**Task requirements**
Your response should be an exact reproduction of the data below, beginning at the line containing "Which roads connect where in this" and ending with the final line.

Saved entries
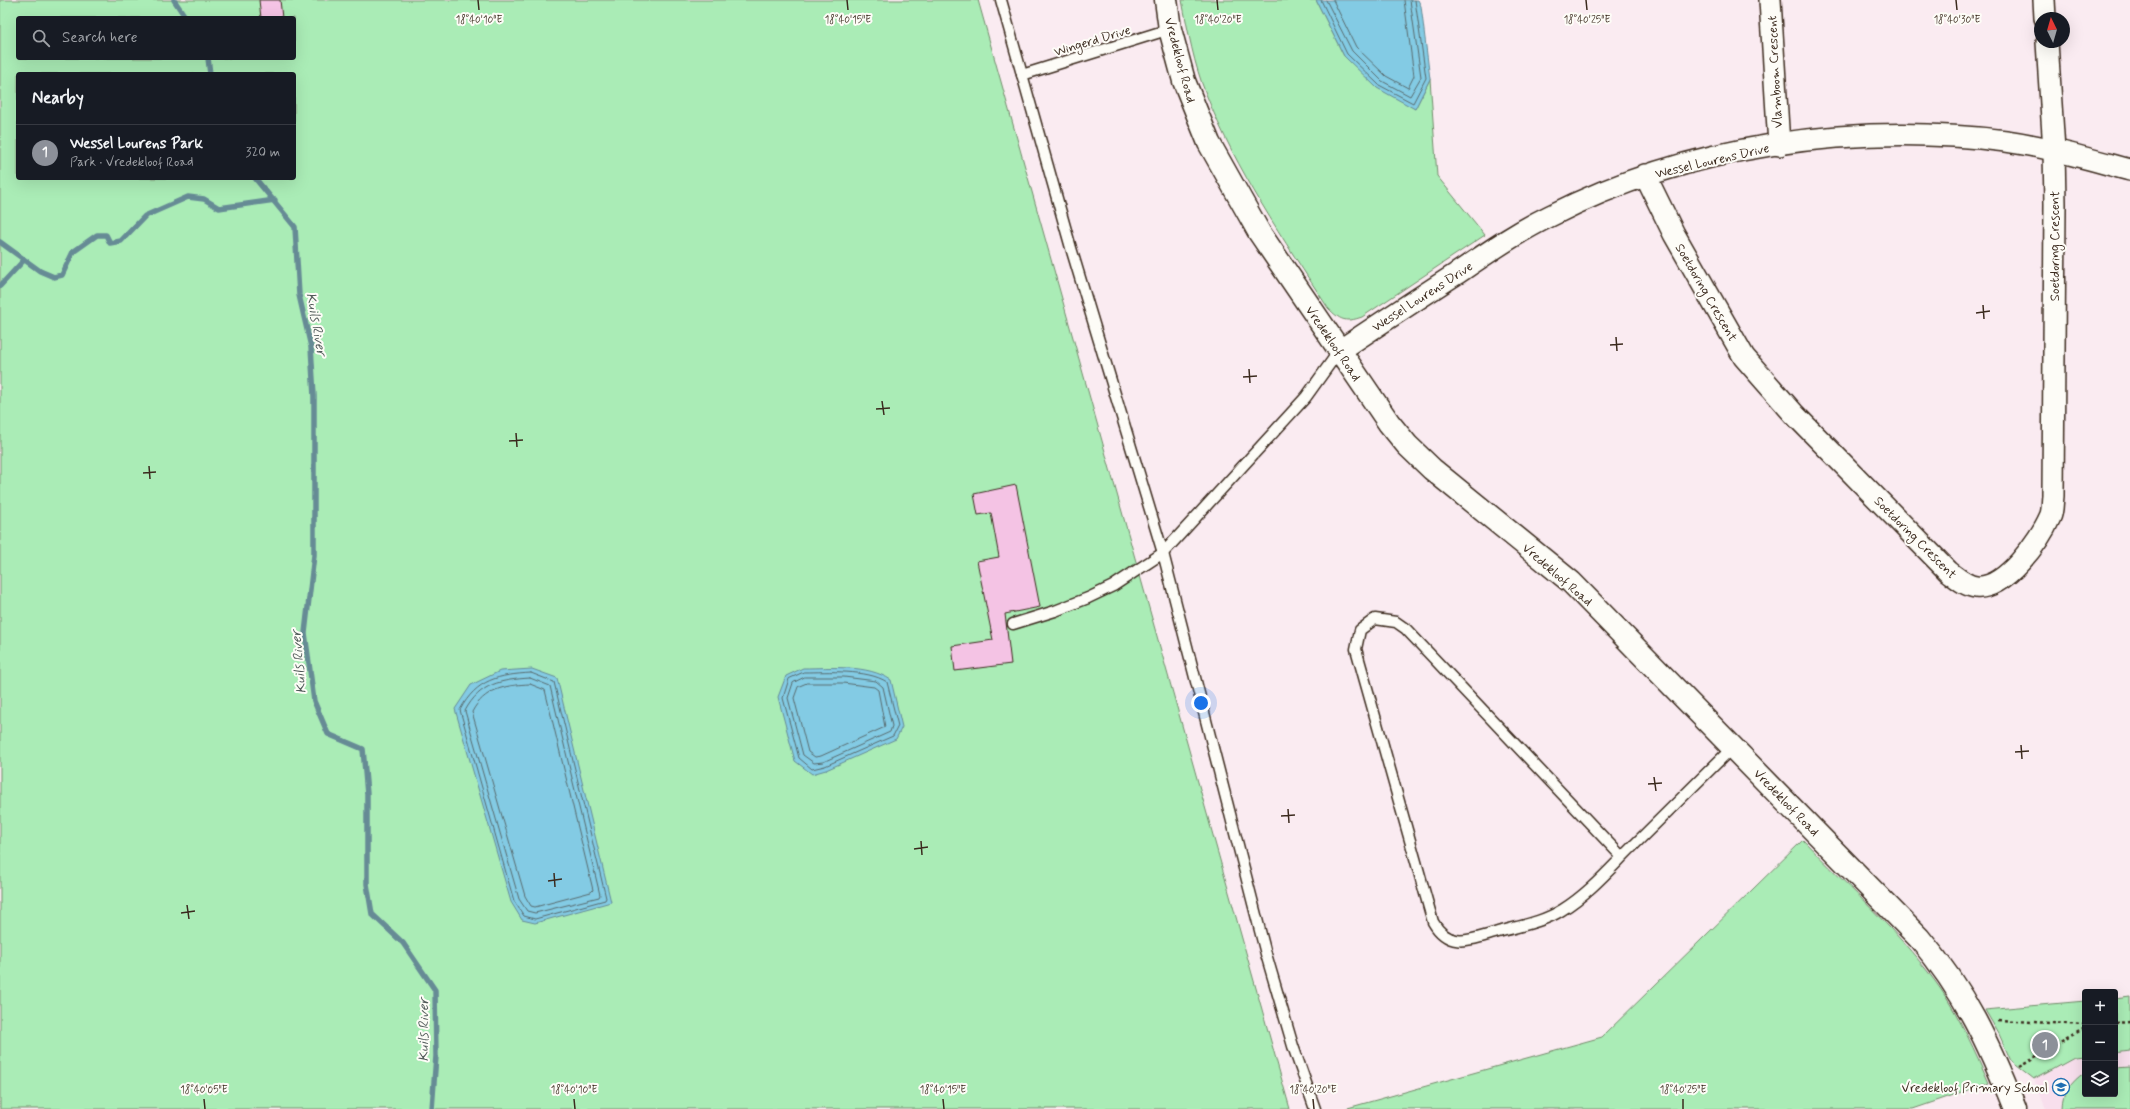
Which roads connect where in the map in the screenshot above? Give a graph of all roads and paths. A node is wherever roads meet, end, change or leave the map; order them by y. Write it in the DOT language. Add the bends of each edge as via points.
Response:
graph roads {
  1 [pos="1002,0"];
  2 [pos="1166,0"];
  3 [pos="1770,0"];
  4 [pos="2044,0"];
  5 [pos="2045,12"];
  6 [pos="1170,29"];
  7 [pos="2047,48"];
  8 [pos="1022,75"];
  9 [pos="1779,145"];
  10 [pos="2054,150"];
  11 [pos="2130,170"];
  12 [pos="1645,175"];
  13 [pos="1339,351"];
  14 [pos="1163,552"];
  15 [pos="1014,624"];
  16 [pos="1733,747"];
  17 [pos="1622,857"];
  18 [pos="1976,1020"];
  19 [pos="2130,1022"];
  20 [pos="2118,1023"];
  21 [pos="2082,1024"];
  22 [pos="2082,1031"];
  23 [pos="2002,1076"];
  24 [pos="1315,1109"];
  25 [pos="2015,1109"];
  1 -- 8 [label="lane"];
  2 -- 6 [label="street, Vredekloof Road"];
  3 -- 9 [label="street, Vlamboom Crescent"];
  4 -- 5 [label="street"];
  6 -- 8 [label="lane, Wingerd Drive"];
  6 -- 13 [label="street, Vredekloof Road" via="1184,80 1209,143 1259,232"];
  7 -- 10 [label="street"];
  8 -- 14 [label="lane" via="1071,248"];
  9 -- 10 [label="street, Wessel Lourens Drive" via="1866,135 1914,134 2000,141"];
  9 -- 12 [label="street, Wessel Lourens Drive" via="1721,155"];
  10 -- 11 [label="street, Wessel Lourens Drive"];
  10 -- 12 [label="street, Soetdoring Crescent" via="2054,458 2051,516 2034,546 2010,572 1997,581 1977,587 1964,583 1949,572 1794,414 1744,357 1674,234"];
  12 -- 13 [label="street, Wessel Lourens Drive" via="1589,197 1512,237"];
  13 -- 14 [label="lane" via="1306,397"];
  13 -- 16 [label="street, Vredekloof Road" via="1407,445 1432,469 1571,582"];
  14 -- 15 [label="lane" via="1113,586 1056,611"];
  14 -- 24 [label="lane" via="1266,954"];
  16 -- 17 [label="lane"];
  16 -- 18 [label="street, Vredekloof Road" via="1919,938 1952,980"];
  17 -- 17 [label="lane" via="1578,899 1561,911 1470,940 1445,938 1433,922 1356,649 1360,630 1375,619 1396,622 1406,629"];
  18 -- 21 [label="path"];
  18 -- 23 [label="street, Vredekloof Road"];
  19 -- 20 [label="path"];
  22 -- 23 [label="path"];
  23 -- 25 [label="street, Vredekloof Road"];
}
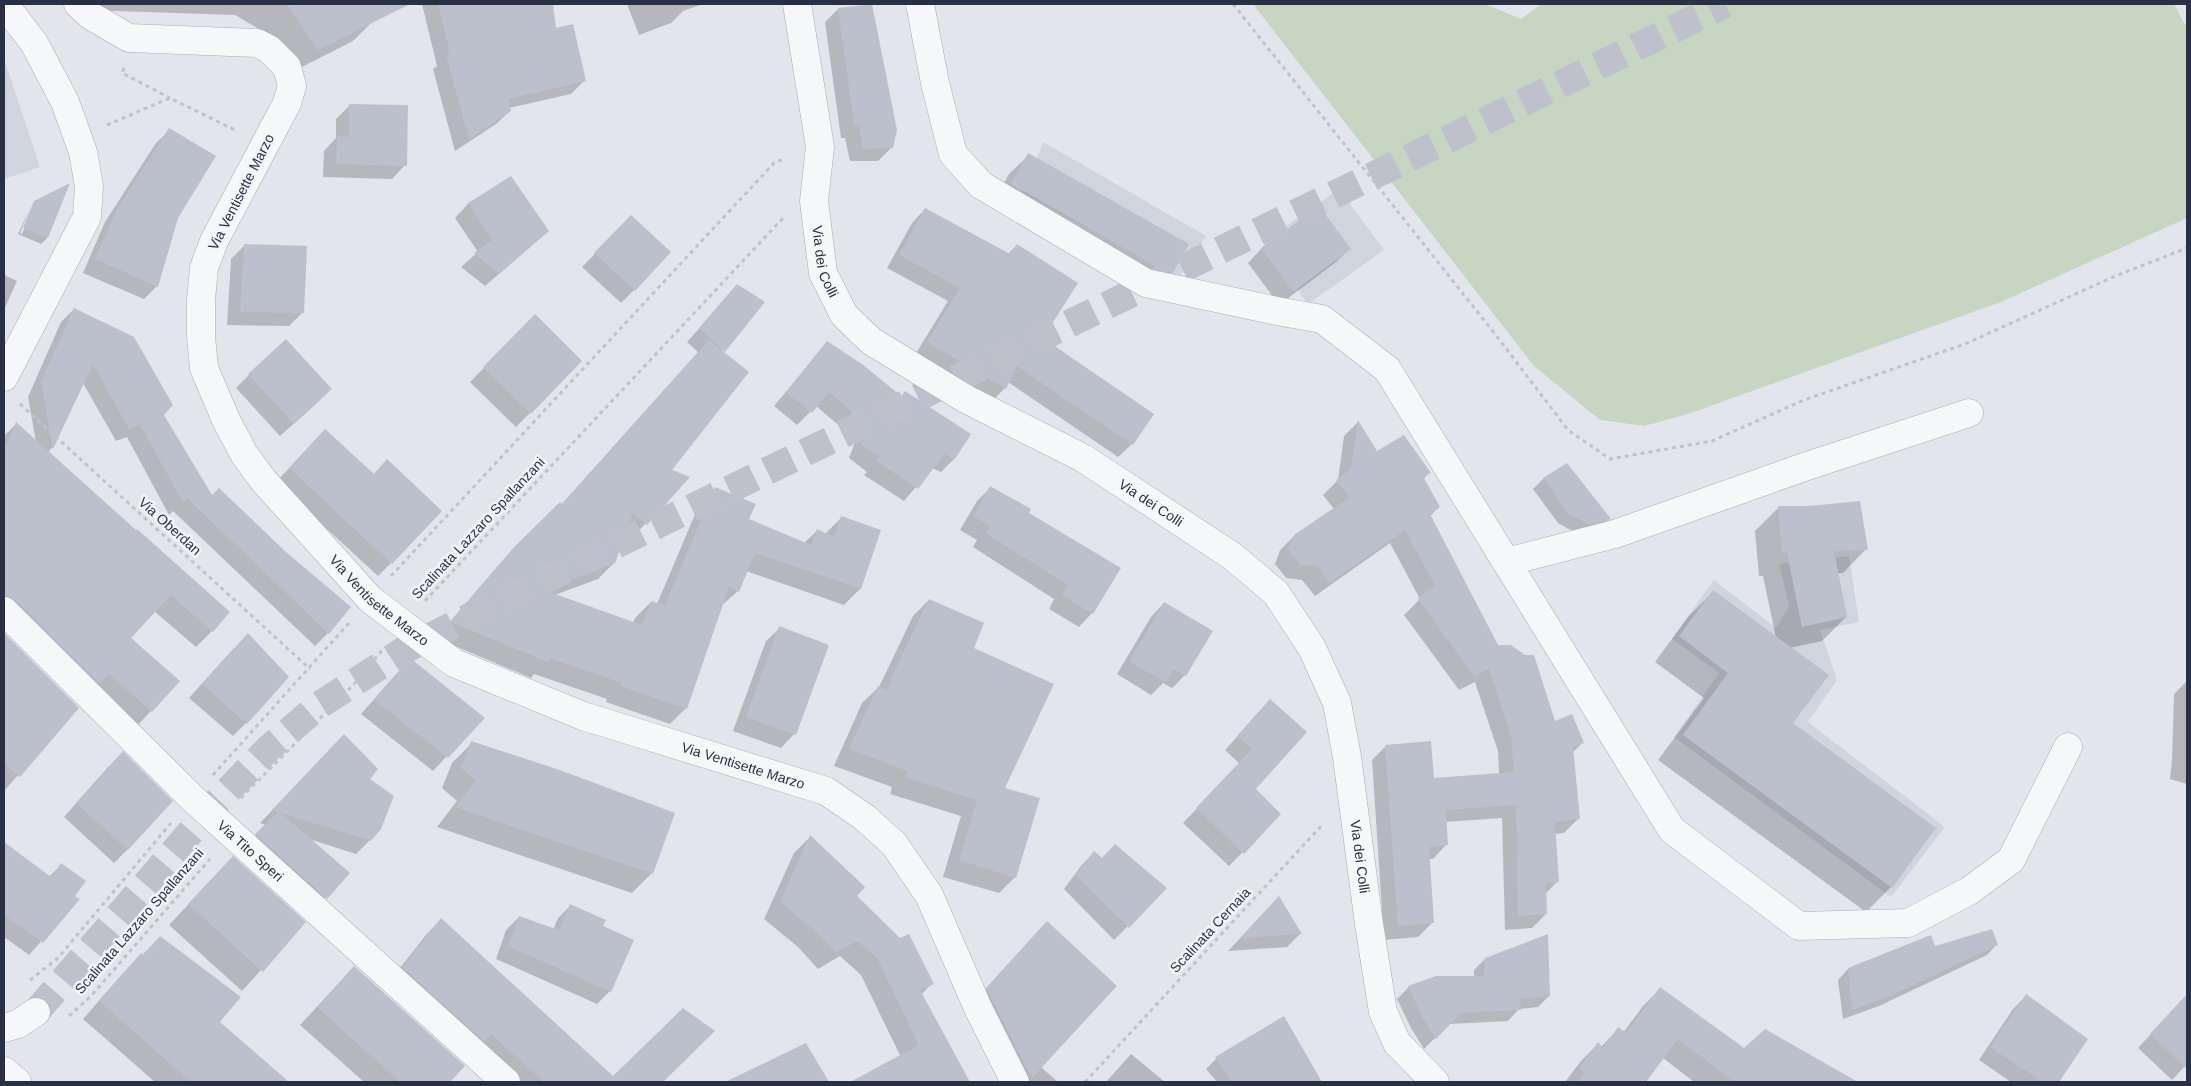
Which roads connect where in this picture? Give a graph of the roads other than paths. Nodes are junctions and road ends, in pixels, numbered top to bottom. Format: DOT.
graph roads {
  1 [pos="4,4"];
  2 [pos="78,4"];
  3 [pos="798,4"];
  4 [pos="920,4"];
  5 [pos="9,388"];
  6 [pos="1969,413"];
  7 [pos="1506,562"];
  8 [pos="4,611"];
  9 [pos="2068,747"];
  10 [pos="36,1012"];
  11 [pos="4,1028"];
  12 [pos="4,1038"];
  13 [pos="4,1049"];
  14 [pos="4,1071"];
  15 [pos="16,1082"];
  16 [pos="506,1082"];
  17 [pos="1015,1082"];
  18 [pos="1435,1082"];
  1 -- 5 [label="street"];
  2 -- 17 [label="street, Via Ventisette Marzo"];
  3 -- 18 [label="street, Via dei Colli"];
  4 -- 7 [label="street"];
  6 -- 7 [label="street"];
  7 -- 9 [label="street"];
  8 -- 16 [label="street, Via Tito Speri"];
  10 -- 11 [label="street"];
  12 -- 13 [label="street"];
  14 -- 15 [label="street"];
}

**Output for this task**
Which roads connect where in this picture? Give a graph of the roads other than paths. Nodes are junctions and road ends, in pixels, numbered top to bottom. Format: DOT.
graph roads {
  1 [pos="4,4"];
  2 [pos="78,4"];
  3 [pos="798,4"];
  4 [pos="920,4"];
  5 [pos="9,388"];
  6 [pos="1969,413"];
  7 [pos="1506,562"];
  8 [pos="4,611"];
  9 [pos="2068,747"];
  10 [pos="36,1012"];
  11 [pos="4,1028"];
  12 [pos="4,1038"];
  13 [pos="4,1049"];
  14 [pos="4,1071"];
  15 [pos="16,1082"];
  16 [pos="506,1082"];
  17 [pos="1015,1082"];
  18 [pos="1435,1082"];
  1 -- 5 [label="street"];
  2 -- 17 [label="street, Via Ventisette Marzo"];
  3 -- 18 [label="street, Via dei Colli"];
  4 -- 7 [label="street"];
  6 -- 7 [label="street"];
  7 -- 9 [label="street"];
  8 -- 16 [label="street, Via Tito Speri"];
  10 -- 11 [label="street"];
  12 -- 13 [label="street"];
  14 -- 15 [label="street"];
}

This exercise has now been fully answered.